Supports partitioning fate processing across multiple manager processes. When multiple manager processes are started one will become primary and do mostly what the manager did before this change. However, processing of user fate operations is now spread across all manager processes. The following is a high level guide to these changes.

New ManagerAssistant class that supports running task assigned by the primary manager process. Currently it only supports fate. This class runs in every manager process. This class does the following.
- Gets its own lock in zookeeper separate from the primary manager lock. This lock is at /managers/assistants in ZK. This lock is like a tserver or compactor lock. Every manager process will be involved in two locks, one to determine who is primary and one for the assistant functionality.
- Starts a thrift server that can accept assignments of fate ranges to process.

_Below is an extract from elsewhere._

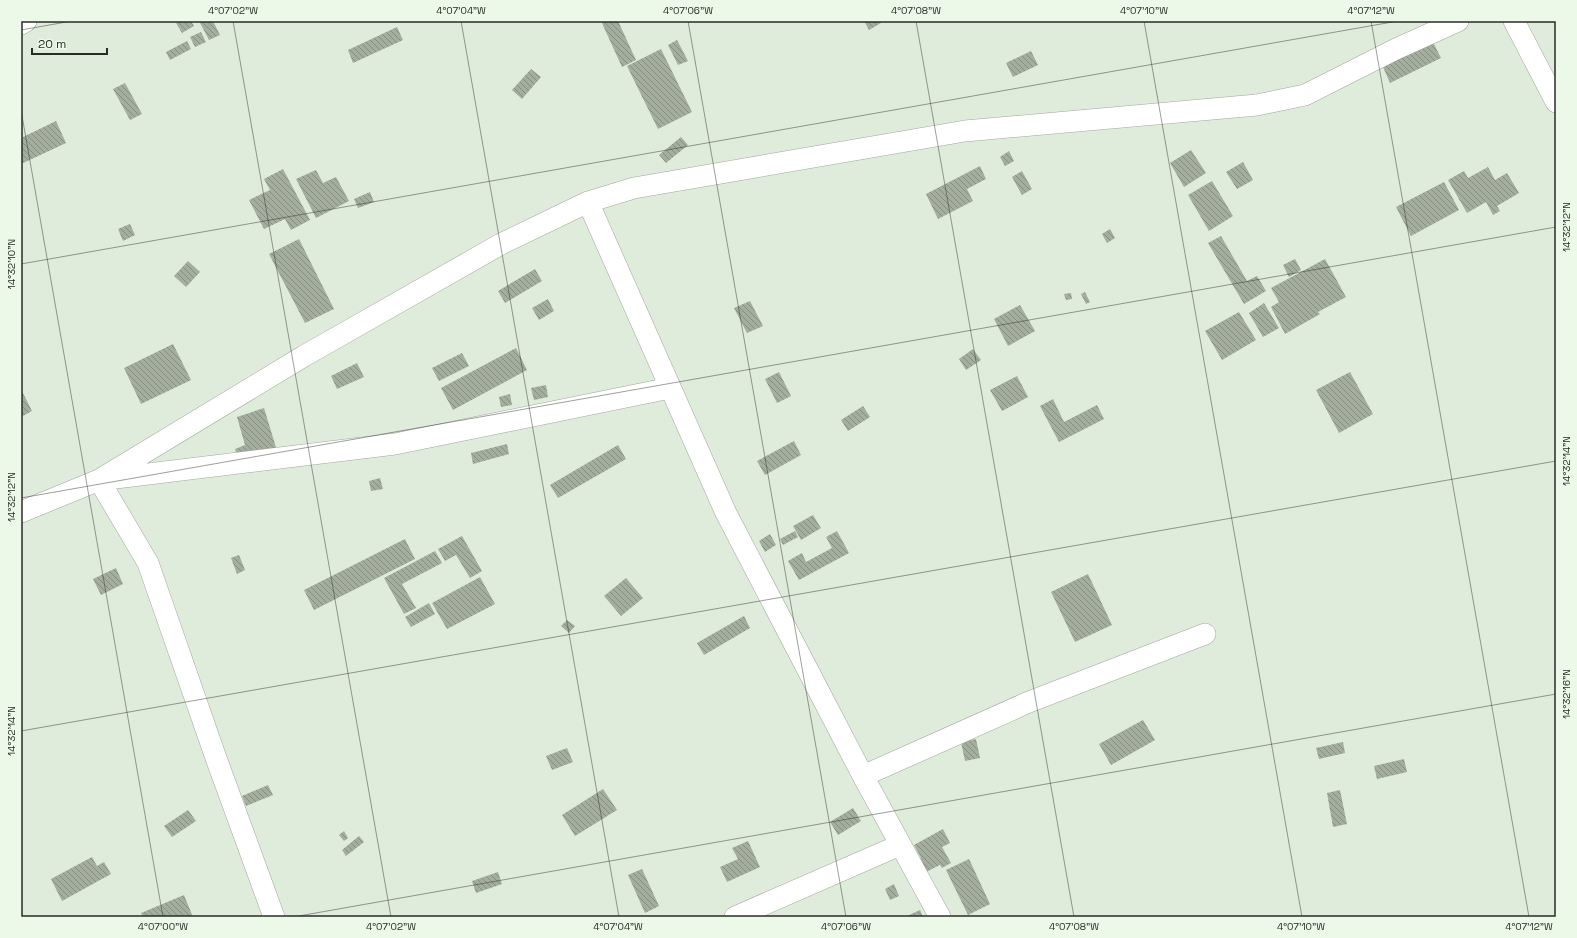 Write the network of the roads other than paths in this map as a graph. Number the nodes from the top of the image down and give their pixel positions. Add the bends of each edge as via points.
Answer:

This second thrift server was needed in the manager because the primary thrift server is not started until after the primary manager gets its lock.
- In the manager startup sequence this class is created and started before the manager waits for its primary lock. This allows non-primary managers to receive work from the primary via RPC.
- In the future, this lock and thrift service could be used by the primary manager to delegate more task like compaction coordination, table management, balancing, etc. Each functionality could be partitioned in its own way and have its own RPCs for delegation.
- This class creates its own SeverContext. This was needed because the server context has a reference to the server lock. Since a second lock was created, needed another server context. Would like to try to improve this in a follow on change as it seems likely to make the code harder to maintain and understand.
- Because this class does not extend AbstractServer it does not get some of the benefits that class offers like monitoring of its new lock. Would like to improve this in a follow on issue.
New FateWorker class. This runs in the ManagerAssistant and handles request from the primary manager to adjust what range of the fate table its currently working on.
New FateManager class that is run by the primary manager and is responsible for partitioning fate processing across all assistant managers. As manager processes come and go this will repartition the fate table evenly across the managers.
Some new RPCs for best effort notifications. Before these changes there were in memory notification systems that made the manager more responsive. These would allow a fate operation to signal the Tablet Group Watcher to take action sooner. FateWorkerEnv sends these notifications to the primary manger over a new RPC. Does not matter if they are lost, things will eventually happen.
Some adjustment of the order in which metrics were setup in the startup sequence was needed to make things work. Have not yet tested metrics w/ these changes.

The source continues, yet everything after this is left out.